The issue of constitutionality, posed by Counsel may not be relevant in post PNDCL 111 in respect of one house left by an intestate whereby under the provisions of section 4(a) a female child shares one house left by a deceased father with the her mother and male siblings equally as tenants in common under section 4 (a) irrespective of the personal law of the intestate. As such a female child‘s interest in her father’s house is indefeasible which she can alienate inter vivos, or by will or devolve unto her children upon her death intestate.

However, PNDCL 111 did not totally eliminate the application of customary law, as the respective customary law continues to be relevant because of sections 5 (1) (d), 6 (c), 7 and 8 of the law which specified fractions of the residue of the estate to be distributed according to customary law as specified in section 10. In such a situation a sole surviving female child in a patrilineal system of inheritance would take the proportion to devolve according to customary law as we have held in Suit No. J4/36/2017 entitled Togbe Akpoma I v Mrs. Gladys Mawuli Mensah dated 12 December 2018, unreported.

In the appropriate case this Court has to revisit the customary law and practice that restricts to a life interest, a female child’s inheritance of her father’s property, in patrilineal system of inheritance, in the context of Article 17 of the Constitution and section 10 of PNDCL 111 and in view of the definition put on the word ‘estate’ in section 18 of PNDCL 111.

Section 18 defines ‘estate’ as:

“[T]he self acquired property which the intestate was legally competent to dispose of during the lifetime of the intestate and in respect of which the interest of the intestate has not been terminated by or on death” [Emphasis supplied]

The highlighted part of the definition suggests an intestate’s interest in a property may terminate by or on death.


The appeal fails in its entirety and is accordingly dismissed.
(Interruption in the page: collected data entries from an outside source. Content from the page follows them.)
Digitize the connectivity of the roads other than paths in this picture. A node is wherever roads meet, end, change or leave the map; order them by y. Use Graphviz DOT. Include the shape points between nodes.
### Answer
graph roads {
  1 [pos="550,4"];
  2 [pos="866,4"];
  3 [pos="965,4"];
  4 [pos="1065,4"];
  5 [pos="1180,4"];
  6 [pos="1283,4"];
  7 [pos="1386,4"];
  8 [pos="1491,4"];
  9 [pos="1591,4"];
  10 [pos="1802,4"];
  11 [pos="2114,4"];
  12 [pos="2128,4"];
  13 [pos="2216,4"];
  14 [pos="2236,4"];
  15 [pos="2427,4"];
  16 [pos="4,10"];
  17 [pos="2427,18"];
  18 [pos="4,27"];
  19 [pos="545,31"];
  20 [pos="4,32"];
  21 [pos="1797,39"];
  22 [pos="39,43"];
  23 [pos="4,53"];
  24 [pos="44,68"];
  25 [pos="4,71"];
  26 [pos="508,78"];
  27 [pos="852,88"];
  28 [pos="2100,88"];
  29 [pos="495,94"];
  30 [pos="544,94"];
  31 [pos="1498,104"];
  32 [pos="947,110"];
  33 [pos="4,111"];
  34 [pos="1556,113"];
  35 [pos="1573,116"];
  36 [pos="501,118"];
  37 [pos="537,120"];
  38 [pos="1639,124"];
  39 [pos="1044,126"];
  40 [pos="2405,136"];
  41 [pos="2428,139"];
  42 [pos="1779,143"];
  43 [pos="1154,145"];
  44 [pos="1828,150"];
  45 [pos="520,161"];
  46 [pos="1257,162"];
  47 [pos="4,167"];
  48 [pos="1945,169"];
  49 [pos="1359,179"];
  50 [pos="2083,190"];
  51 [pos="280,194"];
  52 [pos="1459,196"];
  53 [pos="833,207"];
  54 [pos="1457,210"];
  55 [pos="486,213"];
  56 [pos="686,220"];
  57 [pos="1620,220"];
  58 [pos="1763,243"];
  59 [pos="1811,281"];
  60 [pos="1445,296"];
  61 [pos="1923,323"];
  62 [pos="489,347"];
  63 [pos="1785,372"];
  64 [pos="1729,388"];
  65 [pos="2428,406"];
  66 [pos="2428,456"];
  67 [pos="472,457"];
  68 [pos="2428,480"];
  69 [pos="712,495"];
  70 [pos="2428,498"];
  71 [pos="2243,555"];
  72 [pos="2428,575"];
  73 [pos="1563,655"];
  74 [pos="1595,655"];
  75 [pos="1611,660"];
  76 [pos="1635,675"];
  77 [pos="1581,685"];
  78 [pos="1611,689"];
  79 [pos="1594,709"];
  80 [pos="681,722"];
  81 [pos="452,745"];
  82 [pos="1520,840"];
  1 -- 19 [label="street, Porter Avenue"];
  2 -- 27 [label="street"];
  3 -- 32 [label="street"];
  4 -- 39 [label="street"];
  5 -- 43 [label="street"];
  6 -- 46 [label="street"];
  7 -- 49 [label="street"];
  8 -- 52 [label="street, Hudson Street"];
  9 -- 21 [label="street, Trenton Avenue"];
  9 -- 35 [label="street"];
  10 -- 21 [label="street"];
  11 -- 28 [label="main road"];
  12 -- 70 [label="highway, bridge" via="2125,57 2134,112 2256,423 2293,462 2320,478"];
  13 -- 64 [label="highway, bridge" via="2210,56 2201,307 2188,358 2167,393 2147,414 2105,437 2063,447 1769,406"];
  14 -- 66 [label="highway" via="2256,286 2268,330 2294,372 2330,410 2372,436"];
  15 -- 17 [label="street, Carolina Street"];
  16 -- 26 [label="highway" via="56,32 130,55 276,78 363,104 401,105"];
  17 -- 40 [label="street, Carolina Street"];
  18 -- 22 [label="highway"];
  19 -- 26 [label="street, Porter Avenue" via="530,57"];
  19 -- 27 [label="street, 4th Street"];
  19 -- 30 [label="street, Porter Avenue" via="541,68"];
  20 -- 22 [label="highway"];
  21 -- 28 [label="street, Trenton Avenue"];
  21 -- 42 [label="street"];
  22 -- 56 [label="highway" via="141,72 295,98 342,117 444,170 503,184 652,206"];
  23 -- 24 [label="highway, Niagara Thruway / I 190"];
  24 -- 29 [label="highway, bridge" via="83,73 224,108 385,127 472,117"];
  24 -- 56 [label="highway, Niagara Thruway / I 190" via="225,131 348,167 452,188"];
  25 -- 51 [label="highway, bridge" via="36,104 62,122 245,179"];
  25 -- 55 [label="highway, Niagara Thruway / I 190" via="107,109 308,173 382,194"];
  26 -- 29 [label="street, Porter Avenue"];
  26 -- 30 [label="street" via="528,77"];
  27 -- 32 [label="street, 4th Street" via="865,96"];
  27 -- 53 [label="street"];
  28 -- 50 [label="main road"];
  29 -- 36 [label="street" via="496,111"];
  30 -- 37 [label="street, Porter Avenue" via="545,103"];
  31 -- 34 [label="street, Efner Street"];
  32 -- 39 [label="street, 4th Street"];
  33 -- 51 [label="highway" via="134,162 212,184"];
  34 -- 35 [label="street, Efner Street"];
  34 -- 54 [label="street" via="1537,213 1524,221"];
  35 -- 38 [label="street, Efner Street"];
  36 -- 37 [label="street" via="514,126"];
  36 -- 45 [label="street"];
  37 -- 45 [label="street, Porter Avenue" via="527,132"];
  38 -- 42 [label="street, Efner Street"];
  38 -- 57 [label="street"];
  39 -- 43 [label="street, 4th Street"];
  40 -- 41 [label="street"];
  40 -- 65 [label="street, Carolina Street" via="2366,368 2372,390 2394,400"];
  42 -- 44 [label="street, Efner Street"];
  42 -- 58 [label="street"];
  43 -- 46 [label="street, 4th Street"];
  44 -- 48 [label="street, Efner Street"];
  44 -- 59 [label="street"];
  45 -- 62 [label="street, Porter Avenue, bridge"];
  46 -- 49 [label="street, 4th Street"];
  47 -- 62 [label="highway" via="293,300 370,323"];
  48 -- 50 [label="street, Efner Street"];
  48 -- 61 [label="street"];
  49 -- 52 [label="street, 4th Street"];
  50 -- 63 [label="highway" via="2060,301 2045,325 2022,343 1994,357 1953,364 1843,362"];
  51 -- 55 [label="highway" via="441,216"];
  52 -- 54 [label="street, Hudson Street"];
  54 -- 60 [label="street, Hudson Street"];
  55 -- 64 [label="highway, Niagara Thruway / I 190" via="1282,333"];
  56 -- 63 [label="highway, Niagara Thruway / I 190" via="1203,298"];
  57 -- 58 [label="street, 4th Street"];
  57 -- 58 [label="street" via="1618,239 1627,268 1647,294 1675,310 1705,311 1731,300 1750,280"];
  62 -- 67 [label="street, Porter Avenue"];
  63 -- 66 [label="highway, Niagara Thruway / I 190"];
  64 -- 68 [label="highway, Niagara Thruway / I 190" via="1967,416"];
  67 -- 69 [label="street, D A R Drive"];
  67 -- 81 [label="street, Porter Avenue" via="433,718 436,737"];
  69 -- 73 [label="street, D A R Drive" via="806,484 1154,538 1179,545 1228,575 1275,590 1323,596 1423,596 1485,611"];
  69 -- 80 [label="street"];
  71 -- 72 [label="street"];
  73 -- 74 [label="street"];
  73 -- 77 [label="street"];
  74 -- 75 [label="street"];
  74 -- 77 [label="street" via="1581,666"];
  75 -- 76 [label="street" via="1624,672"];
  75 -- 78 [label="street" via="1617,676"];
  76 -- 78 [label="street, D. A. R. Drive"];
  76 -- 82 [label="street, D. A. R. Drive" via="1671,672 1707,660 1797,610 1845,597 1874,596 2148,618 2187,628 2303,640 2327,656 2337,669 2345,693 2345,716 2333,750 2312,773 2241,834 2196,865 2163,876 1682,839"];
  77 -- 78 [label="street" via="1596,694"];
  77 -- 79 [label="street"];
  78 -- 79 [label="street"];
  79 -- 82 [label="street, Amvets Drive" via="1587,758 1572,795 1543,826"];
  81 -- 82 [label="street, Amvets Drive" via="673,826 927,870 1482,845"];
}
The judgment of the Court of Appeal is hereby affirmed.




I agree with the conclusion and reasoning of my sister Adinyira, JSC.



          V. AKOTO-BAMFO (MRS.)




I agree with the conclusion and reasoning of my sister Adinyira, JSC.



  1. A. BENIN




I agree with the conclusion and reasoning of my sister Adinyira, JSC.



                     Y. APPAU




I agree with the conclusion and reasoning of my sister Adinyira, JSC.